Brand is a projection of what you stand for
It is the projection of what you stand for and you need to believe in that truly.
“When we started out it was uncool for us to build a Bharat non-english network, but we were unapologetically Bharat brand and we believed in it and we kept projecting that. We gave the consumers the view that they are on a platform to be proud of. There has to be a pride associated,” said Ankush.
It is about the people who put in investment like creators need to invest their time and creativity into the platform.
“You need to be clear what you stand for. You need to live and breathe it." said Ankush.

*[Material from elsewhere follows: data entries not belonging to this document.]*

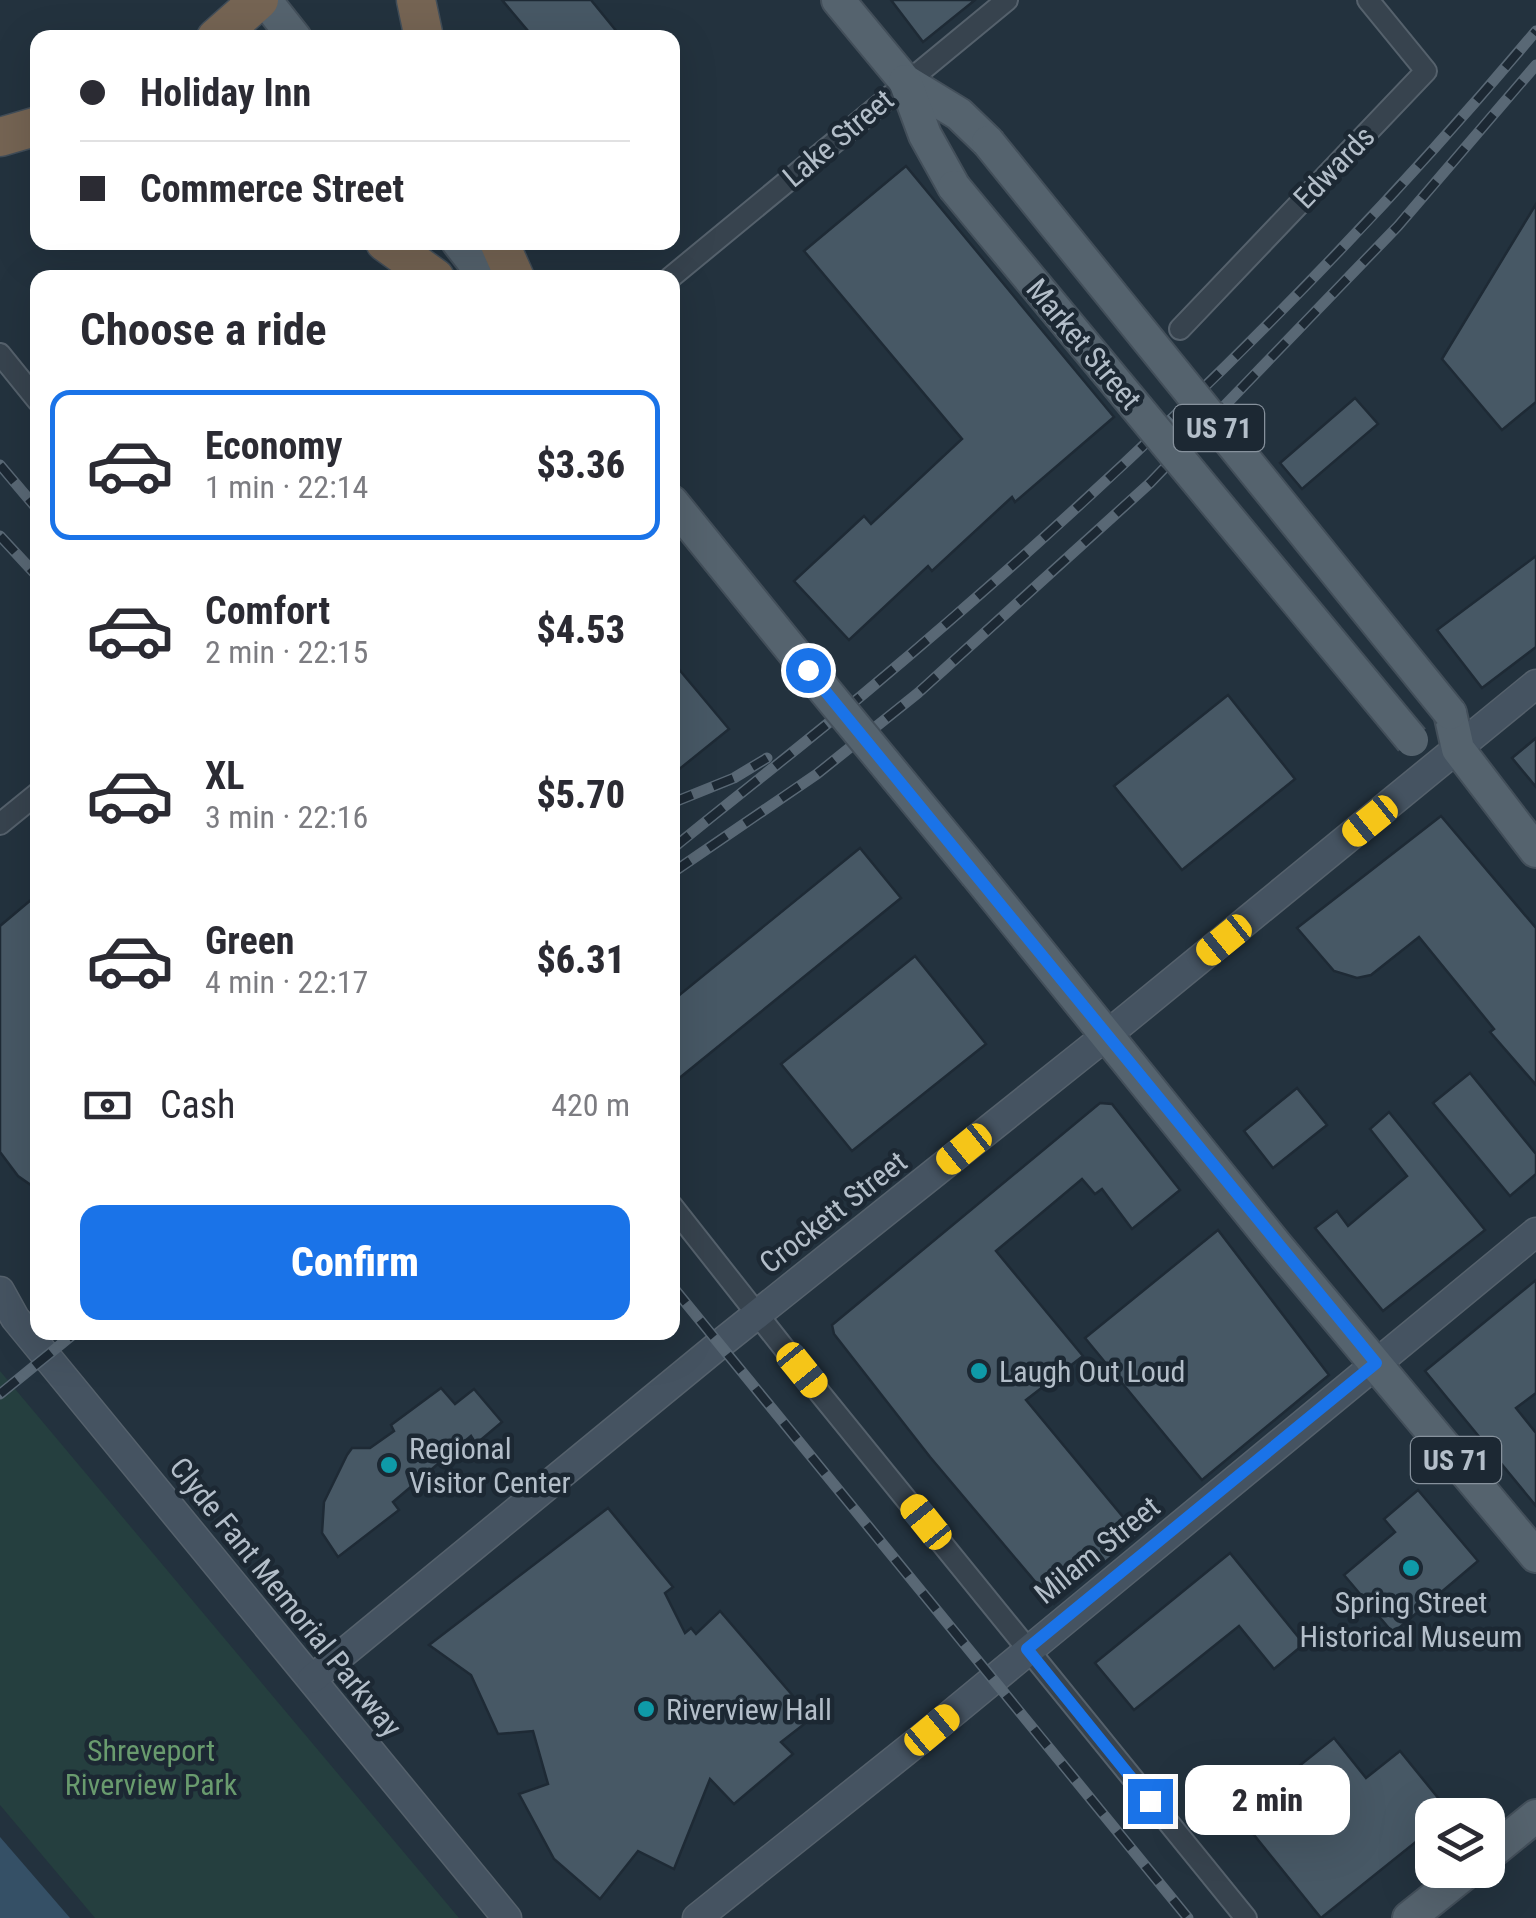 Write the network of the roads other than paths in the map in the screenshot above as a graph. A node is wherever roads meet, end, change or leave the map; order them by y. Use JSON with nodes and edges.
{"nodes":[{"id":1,"x":262,"y":0,"type":"edge"},
{"id":2,"x":416,"y":0,"type":"edge"},
{"id":3,"x":838,"y":0,"type":"edge"},
{"id":4,"x":1007,"y":0,"type":"edge"},
{"id":5,"x":1368,"y":0,"type":"edge"},
{"id":6,"x":226,"y":30,"type":"edge"},
{"id":7,"x":288,"y":30,"type":"edge"},
{"id":8,"x":422,"y":30,"type":"edge"},
{"id":9,"x":906,"y":82,"type":"junction"},
{"id":10,"x":30,"y":129,"type":"edge"},
{"id":11,"x":0,"y":138,"type":"edge"},
{"id":12,"x":0,"y":151,"type":"edge"},
{"id":13,"x":30,"y":151,"type":"edge"},
{"id":14,"x":395,"y":250,"type":"edge"},
{"id":15,"x":464,"y":250,"type":"edge"},
{"id":16,"x":424,"y":270,"type":"edge"},
{"id":17,"x":480,"y":270,"type":"edge"},
{"id":18,"x":680,"y":270,"type":"edge"},
{"id":19,"x":1180,"y":329,"type":"dead end"},
{"id":20,"x":0,"y":354,"type":"edge"},
{"id":21,"x":30,"y":391,"type":"edge"},
{"id":22,"x":680,"y":512,"type":"edge"},
{"id":23,"x":1536,"y":684,"type":"edge"},
{"id":24,"x":1458,"y":749,"type":"junction"},
{"id":25,"x":30,"y":800,"type":"edge"},
{"id":26,"x":0,"y":824,"type":"edge"},
{"id":27,"x":1536,"y":851,"type":"edge"},
{"id":28,"x":1107,"y":1035,"type":"junction"},
{"id":29,"x":680,"y":1216,"type":"edge"},
{"id":30,"x":1536,"y":1232,"type":"edge"},
{"id":31,"x":0,"y":1291,"type":"edge"},
{"id":32,"x":8,"y":1312,"type":"edge"},
{"id":33,"x":758,"y":1313,"type":"junction"},
{"id":34,"x":30,"y":1339,"type":"edge"},
{"id":35,"x":31,"y":1340,"type":"edge"},
{"id":36,"x":1376,"y":1363,"type":"junction"},
{"id":37,"x":1536,"y":1556,"type":"edge"},
{"id":38,"x":1027,"y":1649,"type":"junction"},
{"id":39,"x":312,"y":1679,"type":"junction"},
{"id":40,"x":1526,"y":1824,"type":"edge"},
{"id":41,"x":1505,"y":1841,"type":"edge"},
{"id":42,"x":1446,"y":1888,"type":"edge"},
{"id":43,"x":508,"y":1918,"type":"edge"},
{"id":44,"x":697,"y":1918,"type":"edge"},
{"id":45,"x":1246,"y":1918,"type":"edge"},
{"id":46,"x":1409,"y":1918,"type":"edge"}],
"edges":[{"from":1,"to":6,"type":"highway"},
{"from":1,"to":7,"type":"main road"},
{"from":2,"to":8,"type":"highway"},
{"from":3,"to":9,"type":"main road","name":"Market Street","number":"US 71"},
{"from":4,"to":9,"type":"street","name":"Lake Street"},
{"from":5,"to":19,"type":"street","name":"Edwards"},
{"from":9,"to":18,"type":"street","name":"Lake Street"},
{"from":9,"to":24,"type":"main road","name":"Market Street","number":"US 71","bridge":true},
{"from":9,"to":24,"type":"main road","name":"Market Street","number":"US 71","bridge":true},
{"from":10,"to":11,"type":"highway"},
{"from":12,"to":13,"type":"highway"},
{"from":14,"to":16,"type":"highway"},
{"from":15,"to":17,"type":"main road"},
{"from":20,"to":21,"type":"street"},
{"from":22,"to":28,"type":"main road","number":"US 71","bridge":true},
{"from":23,"to":24,"type":"street","name":"Crockett Street"},
{"from":24,"to":27,"type":"main road","name":"Market Street","number":"US 71"},
{"from":24,"to":28,"type":"street","name":"Crockett Street"},
{"from":25,"to":26,"type":"street"},
{"from":28,"to":33,"type":"street","name":"Crockett Street"},
{"from":28,"to":36,"type":"main road","number":"US 71"},
{"from":29,"to":33,"type":"street"},
{"from":30,"to":36,"type":"street","name":"Milam Street"},
{"from":31,"to":32,"type":"street","name":"Clyde Fant Memorial Parkway"},
{"from":32,"to":34,"type":"street","name":"Clyde Fant Memorial Parkway"},
{"from":33,"to":38,"type":"street"},
{"from":33,"to":39,"type":"street","name":"Crockett Street"},
{"from":35,"to":39,"type":"street","name":"Clyde Fant Memorial Parkway"},
{"from":36,"to":37,"type":"main road","number":"US 71"},
{"from":36,"to":38,"type":"street","name":"Milam Street"},
{"from":38,"to":44,"type":"street","name":"Milam Street"},
{"from":38,"to":45,"type":"street"},
{"from":39,"to":43,"type":"street","name":"Clyde Fant Memorial Parkway"},
{"from":40,"to":41,"type":"main road"},
{"from":42,"to":46,"type":"main road"}]}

"We look at every decision like that, how will that product or algorithm decision impact our smaller creators. We are here for the common person to become big. It has to marry internal thought process and external projection,” he added.
What next?
Licious' Abhay told that, going forward, they will be seen doing the same things with the same repetitive boredom.
"That is the hardest bit - doing the same thing over and over again and not getting distracted by the money in the bank," said Abhay. Sometimes ‘Kuch Naya' is not necessary, sometimes doing the same-old-thing can make you perfect, and sharpen the job to the point of being boring. "Laser sharp focus on the hard problem is very important," he added.
Harshil said that Razorpay's goal is to build a financial ecosystem for businesses. "If there is someone who starts something, how can I make their financial journey simpler when they sign up on Razorpay," said Harshil. "We want to take care of everything to do with money while they focus on building their business."
In the next three to four years, a small business should just startup and sign up on Razorpay, and focus on growing the business." Harshil added.
ShareChat's Ankush opined that, as a business, you need to ask the question what things will not change, what is the core that customers will want.
"And for us that is when they tap on a
or icon they always want the most relevant content, they will never come back and say don't give me relevant information today," said Ankush.Getting better at the content relevance is the critical part. This requires a strong AI team and we decided to go global - and we will continue to do and build that.
Apart from that, Ankush shared that the social networking app is keen to focus on a few interesting things and one of them being enabling creators to build livelihood on the platform.
We keep hearing stories of creators spending hours creating content, and it should be a full time job for them. We are war footing towards virtual commerce, brand integrations, creators, and we want $100 million to go into the pockets of our creators annually.